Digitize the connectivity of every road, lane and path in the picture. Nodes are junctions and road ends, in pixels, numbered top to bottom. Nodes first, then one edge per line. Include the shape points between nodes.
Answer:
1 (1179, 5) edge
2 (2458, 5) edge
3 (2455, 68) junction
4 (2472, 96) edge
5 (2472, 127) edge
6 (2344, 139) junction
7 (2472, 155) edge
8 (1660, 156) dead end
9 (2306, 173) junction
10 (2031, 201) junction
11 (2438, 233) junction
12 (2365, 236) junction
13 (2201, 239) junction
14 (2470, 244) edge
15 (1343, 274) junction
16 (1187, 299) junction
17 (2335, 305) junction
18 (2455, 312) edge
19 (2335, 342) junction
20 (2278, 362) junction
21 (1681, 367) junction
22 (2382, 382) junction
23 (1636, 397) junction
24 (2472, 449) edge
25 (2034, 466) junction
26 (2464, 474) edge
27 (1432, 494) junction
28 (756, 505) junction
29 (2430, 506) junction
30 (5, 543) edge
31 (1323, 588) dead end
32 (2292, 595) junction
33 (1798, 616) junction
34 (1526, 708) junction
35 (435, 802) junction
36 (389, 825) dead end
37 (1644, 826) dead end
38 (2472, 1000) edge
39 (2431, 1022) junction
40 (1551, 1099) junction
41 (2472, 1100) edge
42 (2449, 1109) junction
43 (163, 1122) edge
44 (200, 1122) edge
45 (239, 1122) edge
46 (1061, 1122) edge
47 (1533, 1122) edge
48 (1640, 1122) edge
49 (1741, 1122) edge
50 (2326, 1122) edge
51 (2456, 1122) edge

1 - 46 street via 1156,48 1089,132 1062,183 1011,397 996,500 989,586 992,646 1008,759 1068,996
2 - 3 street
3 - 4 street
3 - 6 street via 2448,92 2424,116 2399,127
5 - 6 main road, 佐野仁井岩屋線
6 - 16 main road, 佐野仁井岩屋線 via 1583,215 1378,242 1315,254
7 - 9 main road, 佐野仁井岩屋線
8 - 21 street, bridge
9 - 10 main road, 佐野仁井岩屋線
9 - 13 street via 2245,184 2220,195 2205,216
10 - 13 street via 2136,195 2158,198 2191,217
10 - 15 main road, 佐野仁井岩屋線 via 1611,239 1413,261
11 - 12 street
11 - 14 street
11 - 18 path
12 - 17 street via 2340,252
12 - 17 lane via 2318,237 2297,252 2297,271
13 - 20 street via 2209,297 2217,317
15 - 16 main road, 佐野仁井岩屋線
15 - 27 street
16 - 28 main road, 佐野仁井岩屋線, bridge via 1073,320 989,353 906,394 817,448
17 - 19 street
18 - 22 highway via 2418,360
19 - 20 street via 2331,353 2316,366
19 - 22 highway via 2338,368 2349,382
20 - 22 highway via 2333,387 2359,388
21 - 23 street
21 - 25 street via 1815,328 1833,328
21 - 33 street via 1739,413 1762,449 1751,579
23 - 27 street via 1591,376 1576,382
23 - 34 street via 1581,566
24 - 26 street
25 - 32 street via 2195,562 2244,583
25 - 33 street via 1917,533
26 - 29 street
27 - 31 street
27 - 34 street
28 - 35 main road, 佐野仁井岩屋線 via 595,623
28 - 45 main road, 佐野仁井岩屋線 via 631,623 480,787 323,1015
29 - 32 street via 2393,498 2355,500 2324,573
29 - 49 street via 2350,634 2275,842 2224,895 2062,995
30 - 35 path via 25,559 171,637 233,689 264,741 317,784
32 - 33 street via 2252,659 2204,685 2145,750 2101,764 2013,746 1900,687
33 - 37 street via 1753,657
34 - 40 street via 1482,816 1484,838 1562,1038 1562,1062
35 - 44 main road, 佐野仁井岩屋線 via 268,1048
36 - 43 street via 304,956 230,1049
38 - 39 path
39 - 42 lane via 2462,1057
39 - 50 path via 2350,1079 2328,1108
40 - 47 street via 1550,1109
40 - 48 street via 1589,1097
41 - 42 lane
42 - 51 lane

▶ **WORK ORDER**: Return every line from the entries above that includes the word "path".

▶ **FINAL ANSWER**:
Digitize the connectivity of every road, lane and path in the picture. Nodes are junctions and road ends, in pixels, numbered top to bottom. Nodes first, then one edge per line. Include the shape points between nodes.
11 - 18 path
30 - 35 path via 25,559 171,637 233,689 264,741 317,784
38 - 39 path
39 - 50 path via 2350,1079 2328,1108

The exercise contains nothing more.